Limited initial supply of SARS-CoV-2 vaccine raises the question of how to prioritize available doses. Here, we used a mathematical model to compare five age-stratified prioritization strategies. A highly effective transmission-blocking vaccine prioritized to adults ages 20-49 years minimized cumulative incidence, but mortality and years of life lost were minimized in most scenarios when the vaccine was prioritized to adults over 60 years old. Use of individual-level serological tests to redirect doses to seronegative individuals improved the marginal impact of each dose while potentially reducing existing inequities in COVID-19 impact. While maximum impact prioritization strategies were broadly consistent across countries, transmission rates, vaccination rollout speeds, and estimates of naturally acquired immunity, this framework can be used to compare impacts of prioritization strategies across contexts.
A perspective article in the same issue concludes with:
Although vaccinating younger people prevents the most infections for both viruses, the difference is that this strategy does not also avert the most deaths for COVID-19. To vanquish a pathogen that causes such steeply divergent case fatality rates as that of SARS-CoV-2, the optimal strategy is clear: Directly vaccinate those with greatest personal risk.
To vanquish a pathogen that causes such steeply divergent case fatality rates as that of SARS-CoV-2, the optimal strategy is clear: Directly vaccinate those with greatest personal risk.
Someone needs to tell the powers that be. They keep vaccinating themselves instead.
Someone needs to tell the powers that be. They keep vaccinating themselves instead.
True. The only upside is that the actual number of political or financial fatcats is fairly limited, a couple tens of thousands at most nationwide.
They may well have arrogated priority 0 (the one above 1a) unto themselves. But soon enough that group will be exhausted and group 1a will get theirs in turn.
I’m not for a moment saying this is righteous. Far from it. Just that it’s small in the grand scheme of things and probably inevitable given our mostly-chimp DNA.
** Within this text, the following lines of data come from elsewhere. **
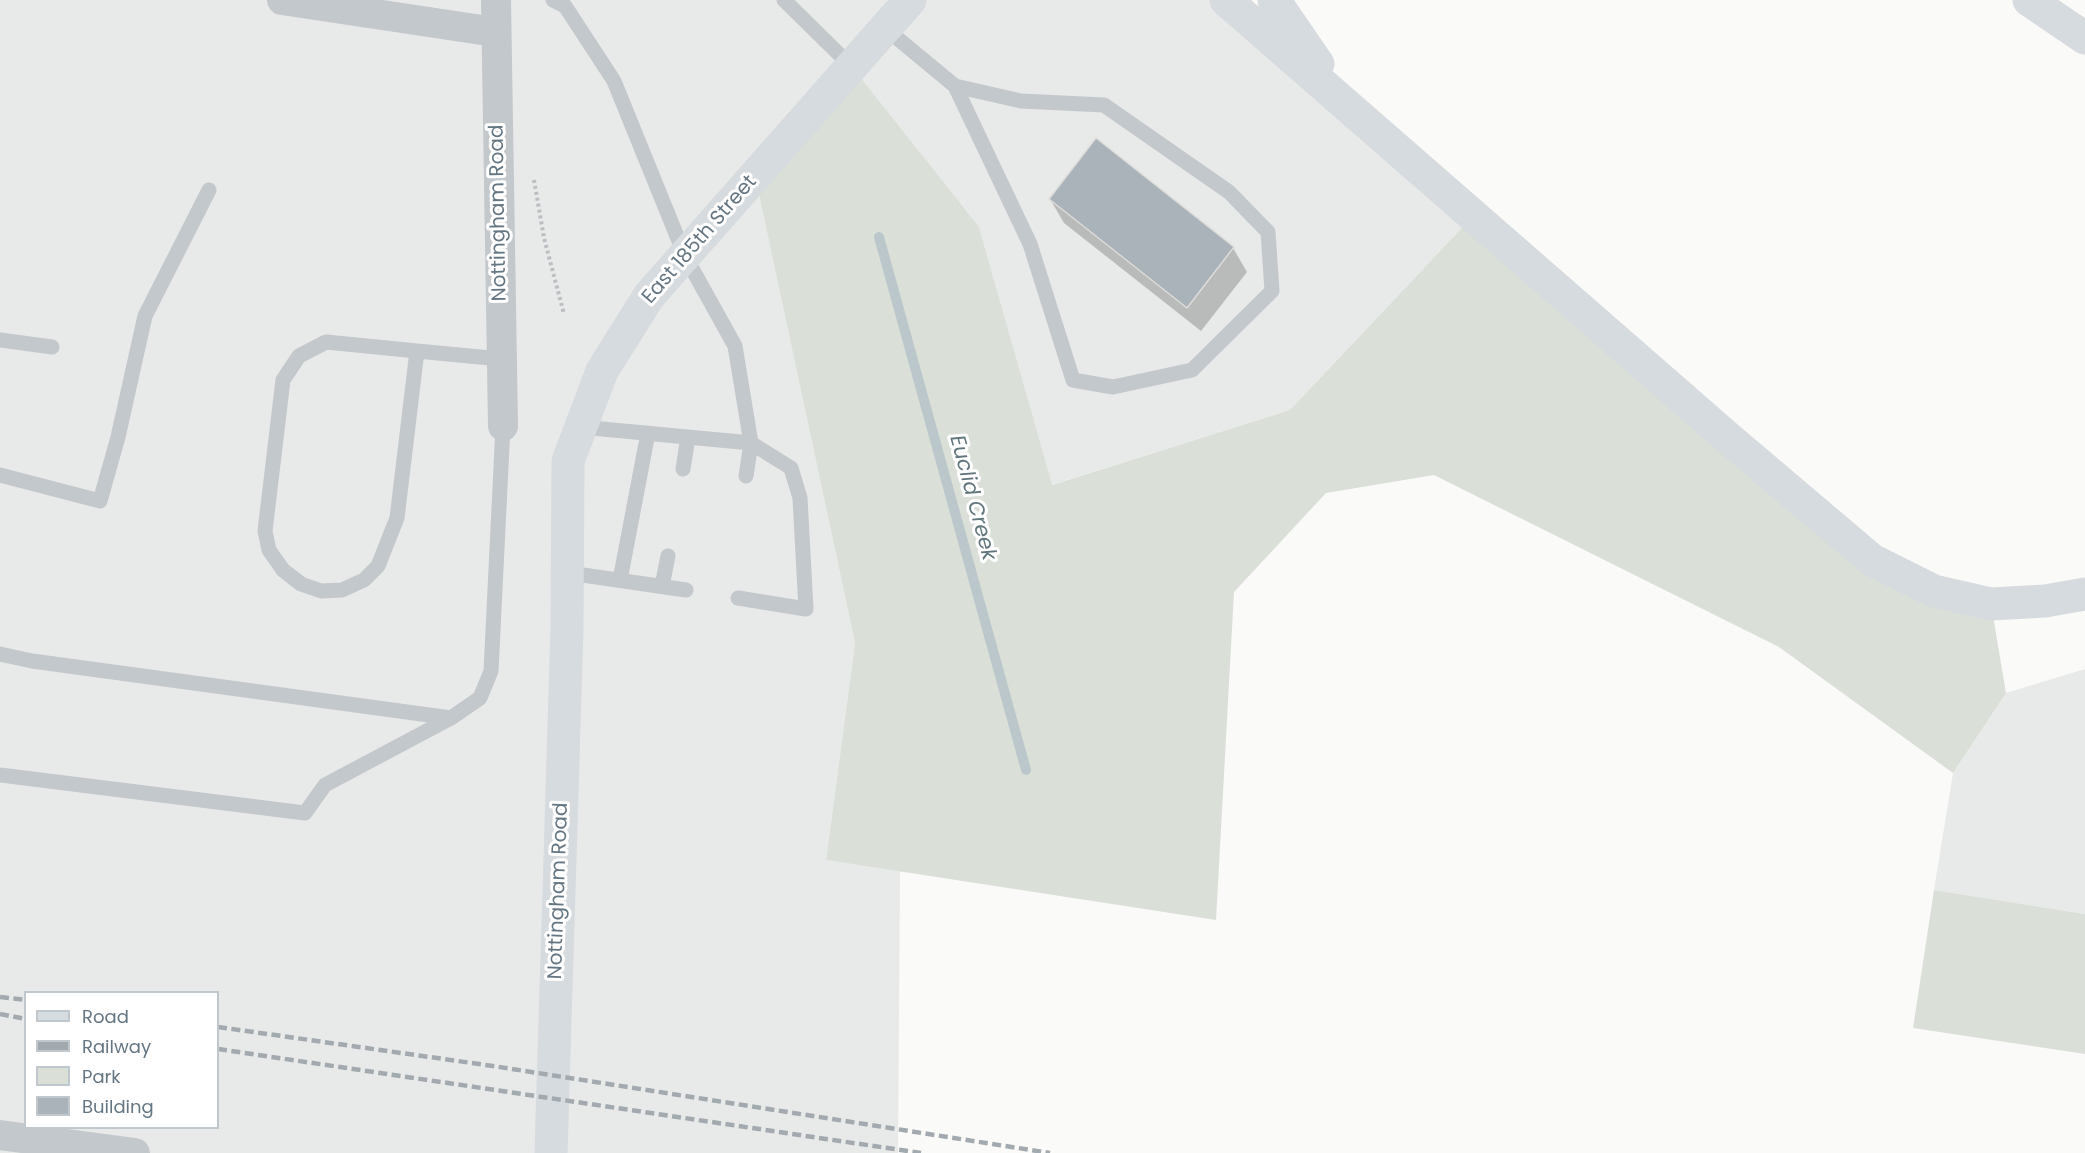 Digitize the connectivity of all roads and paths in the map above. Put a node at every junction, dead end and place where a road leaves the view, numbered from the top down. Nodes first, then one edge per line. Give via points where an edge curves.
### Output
1 (282, 0) edge
2 (496, 0) edge
3 (553, 0) edge
4 (784, 0) edge
5 (910, 0) edge
6 (1226, 0) edge
7 (1274, 0) edge
8 (2029, 0) edge
9 (886, 14) edge
10 (495, 32) junction
11 (2085, 38) edge
12 (851, 66) junction
13 (955, 86) junction
14 (1343, 100) junction
15 (498, 163) junction
16 (209, 190) dead end
17 (685, 256) junction
18 (564, 314) dead end
19 (0, 340) edge
20 (52, 347) dead end
21 (417, 351) junction
22 (501, 359) junction
23 (503, 426) joint
24 (581, 427) junction
25 (648, 433) junction
26 (688, 437) junction
27 (751, 443) junction
28 (683, 469) dead end
29 (0, 475) edge
30 (746, 476) dead end
31 (668, 556) dead end
32 (569, 573) junction
33 (620, 580) junction
34 (662, 586) junction
35 (686, 590) dead end
36 (2085, 594) edge
37 (738, 598) dead end
38 (567, 628) joint
39 (0, 654) edge
40 (451, 718) junction
41 (0, 775) edge
42 (0, 1135) edge
43 (135, 1153) edge
44 (551, 1153) edge

1 - 10 street
2 - 10 street, Nottingham Road
3 - 17 lane via 565,6 614,81
4 - 12 lane
5 - 9 main road, East 185th Street
6 - 14 main road
7 - 14 main road
8 - 11 main road
9 - 12 main road, East 185th Street
9 - 13 lane
10 - 15 street, Nottingham Road
12 - 17 main road, East 185th Street
13 - 13 lane via 1021,101 1104,105 1229,192 1268,232 1272,291 1192,370 1113,387 1073,380 1030,244
14 - 36 main road via 1872,560 1934,591 1991,604
15 - 18 path via 519,161 532,167 544,238
15 - 22 street, Nottingham Road
16 - 29 lane via 145,316 100,501
17 - 24 main road, East 185th Street via 649,296 602,370
17 - 27 lane via 735,346
19 - 20 lane
21 - 21 lane via 326,342 299,356 283,380 265,531 269,550 283,570 301,584 321,591 342,590 364,580 378,566 397,518
21 - 22 lane
22 - 23 street, Nottingham Road
23 - 40 lane via 491,671 480,698
24 - 25 lane
24 - 32 main road, East 185th Street via 568,461
25 - 26 lane
25 - 33 lane
26 - 27 lane
26 - 28 lane
27 - 30 lane
27 - 37 lane via 791,468 800,498 806,609
31 - 34 lane
32 - 33 lane
32 - 38 main road, East 185th Street
33 - 34 lane
34 - 35 lane
38 - 44 main road, Nottingham Road
39 - 40 lane
40 - 41 lane via 325,784 305,813
42 - 43 street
Now there is a group that deserves to be absolutely at the head of the line; those who volunteered for the study but were in the placebo arm. And yet some people argue that they should be inoculated with their age cohort.
If we are treating this as a health crisis then you can’t think of vaccines as rewards. They should be initially applied where they do the most good.
This. Giving an immunization to an 80-year-old protects one person. Giving an immunization to a 30-year-old healthcare worker statistically protects 50; giving it to a teacher protects 10. OK, I made those last two numbers up because I don’t think anyone has played 5-dimensional chess to calculate those numbers. But, this is still part of the “flatten the curve” strategy - keep people from contracting AND SPREADING the virus. Had we properly screened / vetted / etc. the long-term-care workers, we would have saved thousands of lives.
Lots of people have played the 5-dimensional chess, and modeled that. I don’t believe they have all gotten exactly the same answer, and there are a lot of fuzzy bits, like how to identify and round up people of type X to vaccinate them. (or just to set up the queue). Or how much vaccine will be available how fast – you make different choices with different availability. And then politics gets layered on top, of course.
But I believe the current recommendations are based on those models.
I wonder which are the models that have performed best throughout all this. Seems like most of them have really struggled to make predictions that were then borne out by reality. Maybe it’s just more complex than even the most sophisticated models we can find.
In general you would be right, however, being willing to risk your health testing a never before utilized medical technology is a special case. Or not, but throw all the vaccinators who called up 30 year old friends and relatives to get “extra” doses in jail.